**DATA SHOWN**

>>>>>

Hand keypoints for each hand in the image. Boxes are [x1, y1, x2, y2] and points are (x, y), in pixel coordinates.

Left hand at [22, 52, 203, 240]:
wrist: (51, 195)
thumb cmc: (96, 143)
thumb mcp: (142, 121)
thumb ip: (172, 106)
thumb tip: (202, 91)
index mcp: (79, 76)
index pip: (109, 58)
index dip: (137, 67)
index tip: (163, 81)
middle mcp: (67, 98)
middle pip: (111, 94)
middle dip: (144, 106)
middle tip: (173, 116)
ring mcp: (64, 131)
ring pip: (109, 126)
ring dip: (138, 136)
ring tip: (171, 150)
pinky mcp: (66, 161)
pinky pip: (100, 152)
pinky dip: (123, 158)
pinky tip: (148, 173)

<<<<<
>>>>>

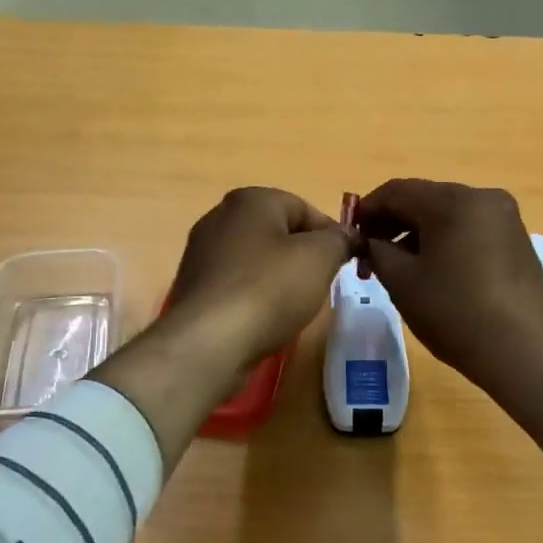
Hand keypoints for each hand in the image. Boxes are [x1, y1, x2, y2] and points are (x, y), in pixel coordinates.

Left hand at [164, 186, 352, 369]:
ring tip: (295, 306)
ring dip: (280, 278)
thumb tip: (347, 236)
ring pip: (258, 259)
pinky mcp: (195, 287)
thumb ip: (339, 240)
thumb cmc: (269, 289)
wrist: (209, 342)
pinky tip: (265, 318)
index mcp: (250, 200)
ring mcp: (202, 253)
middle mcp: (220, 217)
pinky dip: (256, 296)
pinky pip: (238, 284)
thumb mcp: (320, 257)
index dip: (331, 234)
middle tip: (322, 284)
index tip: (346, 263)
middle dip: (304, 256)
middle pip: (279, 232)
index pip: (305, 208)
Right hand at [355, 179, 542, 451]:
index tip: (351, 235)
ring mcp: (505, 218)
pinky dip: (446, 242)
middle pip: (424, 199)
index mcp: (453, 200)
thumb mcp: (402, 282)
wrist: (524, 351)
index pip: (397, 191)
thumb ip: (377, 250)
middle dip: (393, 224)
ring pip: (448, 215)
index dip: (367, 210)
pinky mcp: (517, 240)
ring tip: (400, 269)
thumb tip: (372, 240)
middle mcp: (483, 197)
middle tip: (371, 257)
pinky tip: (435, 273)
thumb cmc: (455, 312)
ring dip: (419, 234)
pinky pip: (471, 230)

<<<<<
>>>>>

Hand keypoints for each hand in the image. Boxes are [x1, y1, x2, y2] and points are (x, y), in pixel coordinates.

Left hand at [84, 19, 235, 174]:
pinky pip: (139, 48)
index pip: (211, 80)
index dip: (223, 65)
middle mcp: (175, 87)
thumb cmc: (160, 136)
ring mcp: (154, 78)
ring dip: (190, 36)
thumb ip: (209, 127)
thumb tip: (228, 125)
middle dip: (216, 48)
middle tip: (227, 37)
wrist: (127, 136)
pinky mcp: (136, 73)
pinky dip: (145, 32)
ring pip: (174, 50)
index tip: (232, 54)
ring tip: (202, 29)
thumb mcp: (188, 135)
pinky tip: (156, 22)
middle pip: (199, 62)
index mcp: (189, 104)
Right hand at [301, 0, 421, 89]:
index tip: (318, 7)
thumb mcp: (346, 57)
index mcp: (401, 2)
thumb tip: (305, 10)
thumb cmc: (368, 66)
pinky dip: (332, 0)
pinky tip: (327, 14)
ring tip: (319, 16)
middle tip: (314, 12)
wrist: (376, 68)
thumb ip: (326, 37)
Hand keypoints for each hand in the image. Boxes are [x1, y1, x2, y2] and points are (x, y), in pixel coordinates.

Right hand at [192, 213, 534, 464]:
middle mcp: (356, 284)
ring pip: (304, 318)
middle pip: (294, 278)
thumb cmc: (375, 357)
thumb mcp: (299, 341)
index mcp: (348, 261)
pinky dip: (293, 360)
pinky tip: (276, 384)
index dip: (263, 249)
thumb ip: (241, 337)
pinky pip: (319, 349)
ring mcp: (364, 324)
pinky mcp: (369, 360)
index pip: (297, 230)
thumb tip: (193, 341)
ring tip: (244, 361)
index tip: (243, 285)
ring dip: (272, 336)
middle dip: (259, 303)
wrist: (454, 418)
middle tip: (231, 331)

<<<<<

**TASK TO COMPLETE**
From the entries above, restate word for word the lines from the line containing "index mcp: (348, 261)" to the line containing "middle tip: (231, 331)", both ends included, and nothing more.

**TASK RESULT**
index mcp: (348, 261)
pinky dip: (293, 360)
pinky tip: (276, 384)
index dip: (263, 249)
thumb ip: (241, 337)
pinky pip: (319, 349)
ring mcp: (364, 324)
pinky mcp: (369, 360)
index pip: (297, 230)
thumb tip: (193, 341)
ring tip: (244, 361)
index tip: (243, 285)
ring dip: (272, 336)
middle dip: (259, 303)
wrist: (454, 418)
middle tip: (231, 331)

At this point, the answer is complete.